For 2013, Carlyle’s economic net income was $1.32 billion compared with $736 million for 2012.
Carlyle co-founder and co-chief executive William E. Conway said 2013 produced a good market to sell investments.
The investment firm “took advantage of a strong market backdrop to produce $17.4 billion in realized proceeds during 2013,” Conway said in a news release. Realized proceeds are the company’s original capital invested plus profit.
The company also reported that it plans to pay a dividend of $1.40 per share on March 11, raising the dividend for the year to $1.88 per share.

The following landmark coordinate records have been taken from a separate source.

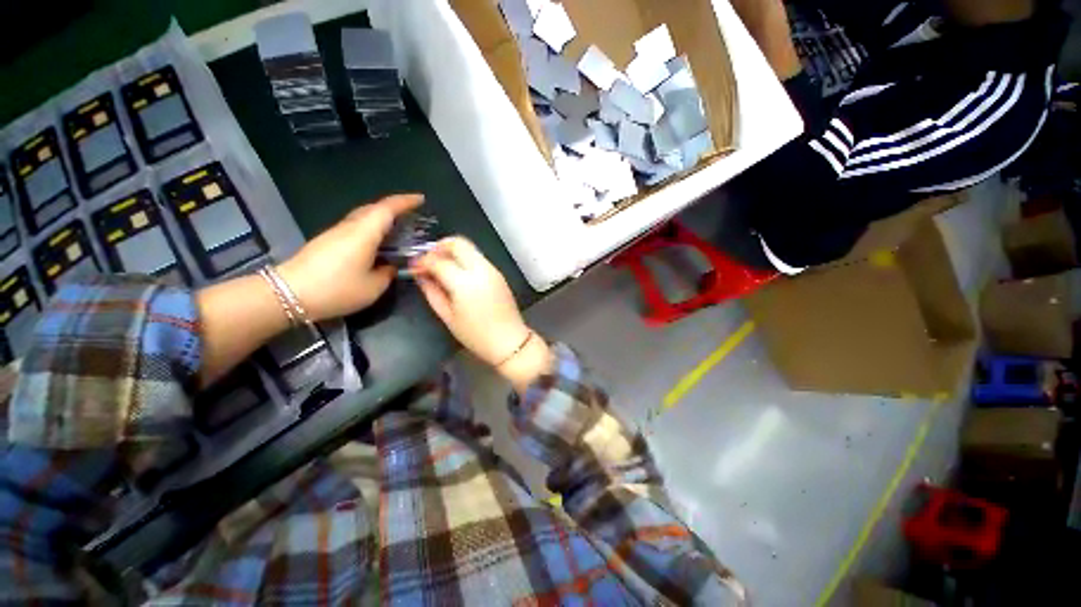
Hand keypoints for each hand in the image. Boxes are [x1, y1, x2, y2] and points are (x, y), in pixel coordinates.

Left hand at [277, 194, 422, 321]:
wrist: (288, 294)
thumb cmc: (337, 289)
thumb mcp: (373, 287)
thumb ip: (388, 273)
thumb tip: (391, 266)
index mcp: (364, 233)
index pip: (387, 209)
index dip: (405, 201)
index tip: (421, 199)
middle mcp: (349, 227)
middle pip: (373, 209)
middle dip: (394, 208)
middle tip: (411, 215)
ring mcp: (335, 233)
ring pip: (363, 217)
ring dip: (381, 218)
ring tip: (397, 230)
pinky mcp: (326, 242)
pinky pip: (355, 228)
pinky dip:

Even as it reaps profits from the sales of investments, Conway said in a conference call with analysts that finding new opportunities for investment is becoming increasingly “challenging” because competition for acquisitions is heating up. The company invested $2.2 billion in equity in the fourth quarter and $8.2 billion for the year.
“It was an outstanding quarter,” said Ken Worthington, a senior analyst at JPMorgan Chase who has an overweight on Carlyle. “They sold a lot of investments at really nice profits for their investors. That leads to big fees for them and big distributions for their unitholders.”
Worthington said the high stock prices make it “a great time for private equity” because firms such as Carlyle are able to sell their holdings at handsome profits.
“They are in a good place right now,” he said. “If there is anything not going as well, it’s the fact that they aren’t making meaningful new investments. But asset values are high, and they don’t want to buy high. They want to buy low and sell high.”
Led by co-founder and co-chief executive David Rubenstein, Carlyle continues to raise money from investors such as pension funds and sovereign wealth funds at a robust pace. The company uses that money to make investments in businesses and real estate and elsewhere. Carlyle reported raising $3.8 billion in the fourth quarter and $22 billion for the entire year compared with $14 billion raised in all of 2012.
During the last quarter, Carlyle successfully sold its investments in railroads, cable operators, sportswear firms and a media ratings company.
Carlyle Group, founded in Washington in 1987, has $188.8 billion in assets under management, according to the release.